Abstract 061: Renal A20 Protects Against The Cisplatin-induced Kidney Injury

Abstract

We recently reported that the ubiquitin-editing protein A20 in myeloid cells can limit the severity of hypertension. However, whether A20 in the kidney regulates renal injury without impacting systemic immune responses remains unclear. To address this question, we bred A20 flox/flox mice with the Pax8-rtTA and Tet-On lines, generating inducible renal epithelial cell A20 knockout mice (A20 iKKO). Mice with all 3 transgenes were used as the A20 iKKO group, whereas mice lacking the Pax8-rtTA or Tet-On transgene were wild-type (WT) controls. Before the experiments, mice were given 2mg/ml of doxycycline in water containing 5% (5 of 100) sucrose for 2 weeks so that A20 in renal tubular cells was ablated. 3 days after a single dose of cisplatin (20mg/kg), A20 iKKO mice exhibited more severe kidney injury compared to WTs (blinded injury score, 3.2±0.41 vs. 2.1±0.35 au, p=0.039). A20 iKKOs also had upregulated renal mRNA levels for NGAL (6.0±1.91 vs. 1.0±0.18 au, p=0.018) and KIM-1(3.3±1.2 vs. 1.0±0.29 au, p=0.07).
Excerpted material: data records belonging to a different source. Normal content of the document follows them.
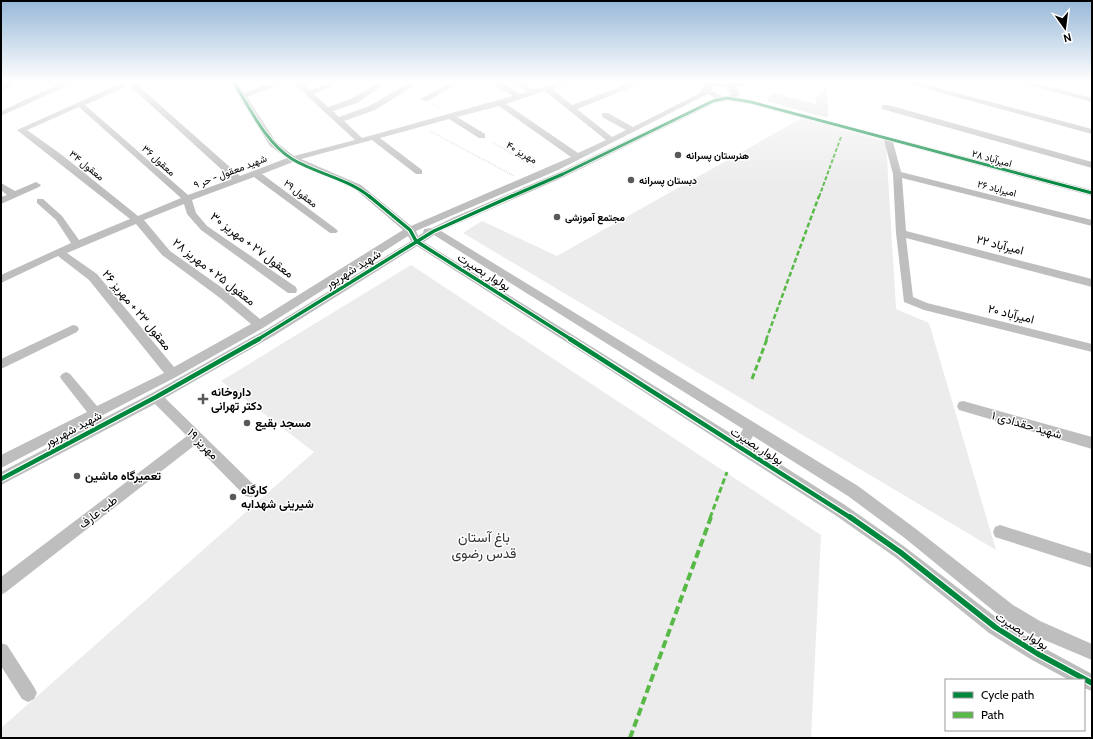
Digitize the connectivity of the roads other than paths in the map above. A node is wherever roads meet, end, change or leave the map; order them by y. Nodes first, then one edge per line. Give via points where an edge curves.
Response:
1 (54, 115) edge
2 (93, 115) edge
3 (168, 115) edge
4 (255, 115) edge
5 (334, 115) edge
6 (351, 115) edge
7 (518, 115) edge
8 (581, 115) edge
9 (606, 115) edge
10 (662, 115) edge
11 (683, 115) edge
12 (802, 115) edge
13 (915, 115) edge
14 (1030, 115) edge
15 (450, 116) joint
16 (339, 120) junction
17 (633, 130) junction
18 (1092, 132) edge
19 (482, 136) dead end
20 (373, 137) junction
21 (888, 139) junction
22 (360, 140) junction
23 (611, 140) junction
24 (577, 157) junction
25 (293, 159) junction
26 (1092, 165) edge
27 (419, 172) dead end
28 (255, 173) junction
29 (897, 174) junction
30 (238, 179) junction
31 (36, 185) dead end
32 (1, 186) edge
33 (1092, 193) edge
34 (14, 195) junction
35 (1, 200) edge
36 (187, 200) junction
37 (40, 201) dead end
38 (138, 220) junction
39 (1092, 223) edge
40 (333, 231) dead end
41 (434, 231) junction
42 (901, 233) junction
43 (413, 236) junction
44 (78, 245) junction
45 (59, 252) junction
46 (1, 279) edge
47 (1092, 282) edge
48 (292, 290) dead end
49 (259, 325) junction
50 (73, 329) dead end
51 (1092, 348) edge
52 (1, 364) edge
53 (172, 374) junction
54 (66, 377) dead end
55 (156, 397) junction
56 (962, 406) dead end
57 (96, 413) junction
58 (751, 428) junction
59 (196, 437) junction
60 (1092, 443) edge
61 (739, 447) junction
62 (1, 462) edge
63 (1, 479) edge
64 (250, 491) dead end
65 (1000, 532) dead end
66 (1092, 561) edge
67 (1, 587) edge
68 (1, 651) edge
69 (1092, 652) edge
70 (1085, 679) edge
71 (28, 693) dead end

1 - 38 street, معقول ۳۴ via 21,130 60,157
2 - 36 street, معقول ۳۶
3 - 30 street
4 - 25 street via 273,144
5 - 16 street
6 - 16 street
7 - 24 street
8 - 23 street
9 - 17 street
10 - 17 street, شهید شهریور
11 - 41 street via 563,174
12 - 21 street, امیرآباد ۲۸
13 - 26 street
14 - 18 street
15 - 19 street
15 - 20 street, شهید معقول - حر ۹
16 - 22 street
17 - 23 street, شهید شهریور
20 - 22 street, شهید معقول - حر ۹
20 - 27 street
21 - 29 street
21 - 33 street, امیرآباد ۲۸
22 - 25 street, شهید معقول - حر ۹
23 - 24 street, شهید شهریور
24 - 43 street, شهید شهریور
25 - 28 street, شهید معقول - حر ۹
25 - 43 street via 358,187
28 - 30 street, شهید معقول - حر ۹
28 - 40 street, معقول ۲۹
29 - 39 street, امیراباد ۲۶
29 - 42 street
30 - 36 street, شهید معقول - حر ۹
31 - 34 street
32 - 34 street
34 - 35 street
36 - 38 street, شهید معقول - حر ۹
36 - 48 street, معقول ۲۷ + مهریز ۳۰ via 192,214 204,228
37 - 44 street via 58,218
38 - 44 street, شهید معقول - حر ۹
38 - 49 street, معقول ۲۵ + مهریز ۲۸ via 166,253 224,295
41 - 43 street, بولوار بصیرت
41 - 58 street, بولوار بصیرت
42 - 47 street, امیرآباد ۲۲
42 - 51 street, امیرآباد ۲۰ via 908,299 924,306
43 - 49 street, شهید شهریور
43 - 55 street, شهید شهریور via 271,332
43 - 61 street, بولوار بصیرت
44 - 45 street, شهید معقول - حر ۹
45 - 46 street, شهید معقول - حر ۹
45 - 53 street, معقول ۲۳ + مهریز ۲۶ via 93,277
49 - 53 street, شهید شهریور
50 - 52 street
53 - 57 street, شهید شهریور
54 - 57 street
55 - 59 street, مهریز ۱۹
55 - 63 street, شهید شهریور
56 - 60 street, شهید حقدادی ۱
57 - 62 street, شهید شهریور
58 - 61 street
58 - 69 street, بولوار بصیرت via 853,491 1007,611 1034,627
59 - 64 street, مهریز ۱۹
59 - 67 street, طب عارف
61 - 70 street, بولوار بصیرت via 840,510 900,552 995,627
65 - 66 street
68 - 71 street

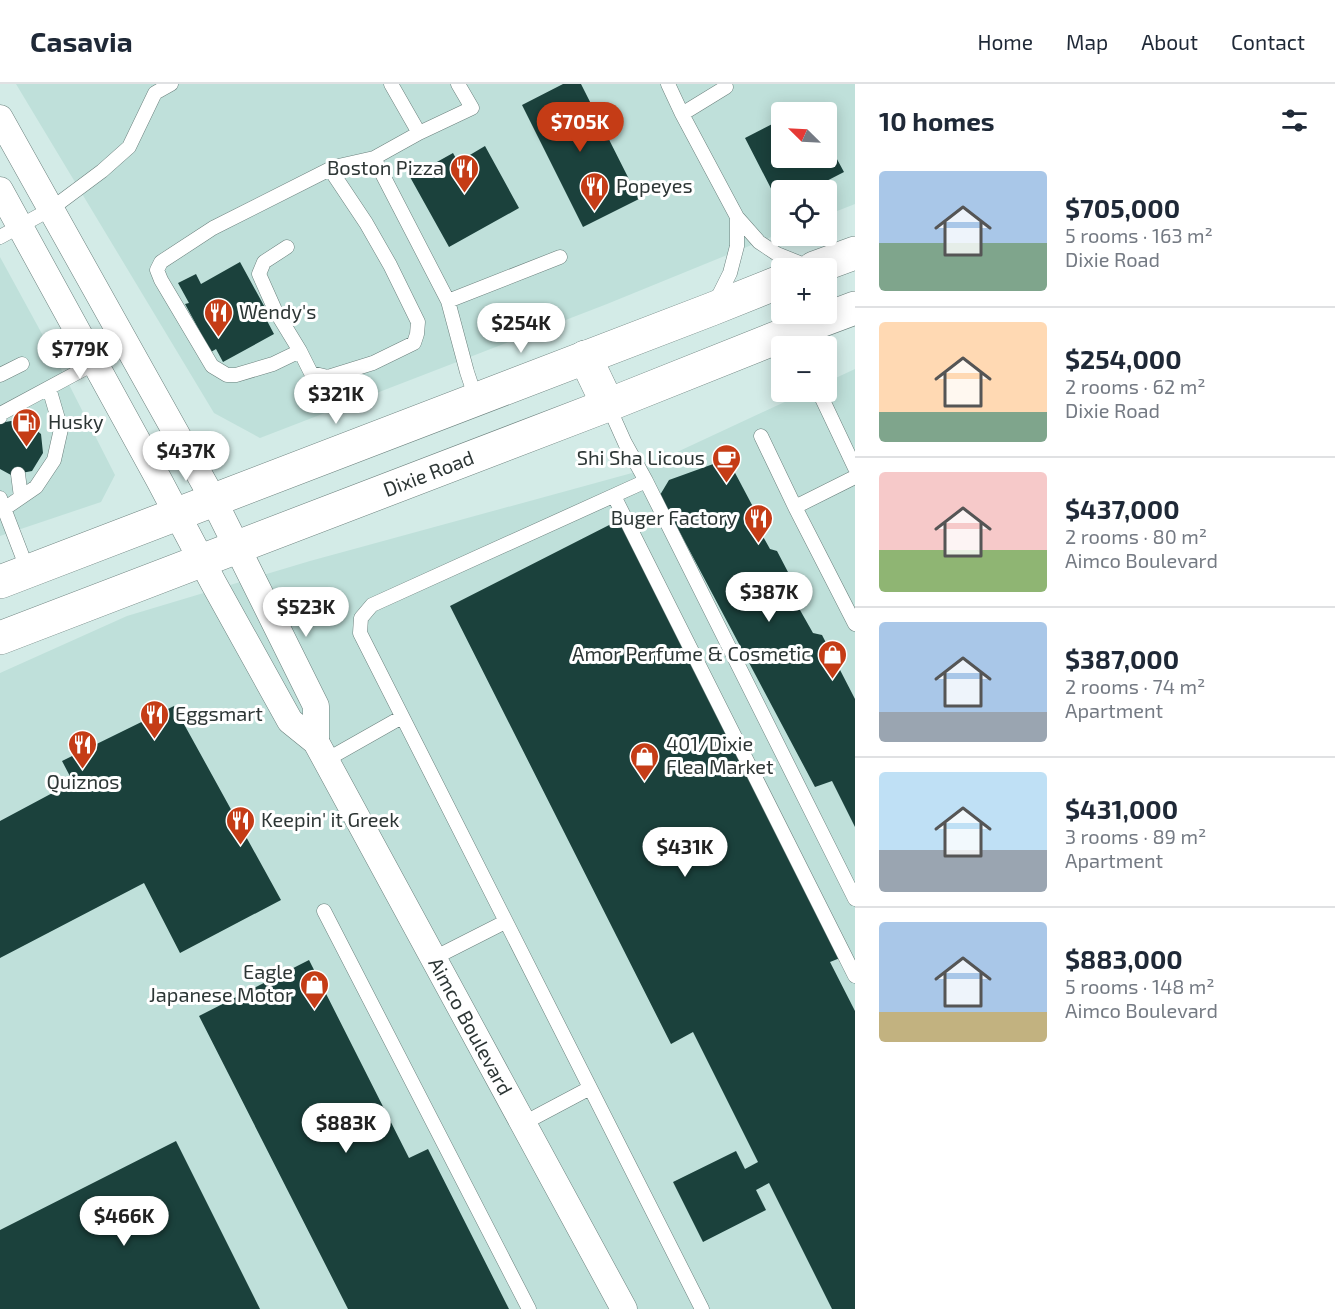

Injured kidneys from the A20 iKKOs contained greater absolute numbers of T cells (123.6±8.5 vs. 53.8±4.7, x10 4 cells per gram kidney, p<0.001), macrophages (159.7±22.5 vs. 52.7±9.9, x10 4 cells per gram kidney, p<0.001), and dendritic cells (66.7±10.6 vs. 32.6±6.1, x10 4 cells per gram kidney, p=0.015) than WTs by flow cytometric analysis. In turn, mRNA levels for TNF-α (9.1±2.62 vs. 1.0±0.18 au; p=0.006) and IL-1β (4.1±1.06 vs. 1.0±0.13 au; p=0.009) were increased in the injured A20 iKKO injured kidneys vs WTs. Thus, A20 in the kidney epithelium protects against cisplatin-induced kidney injury by constraining renal immune cell accumulation and inflammatory cytokine release.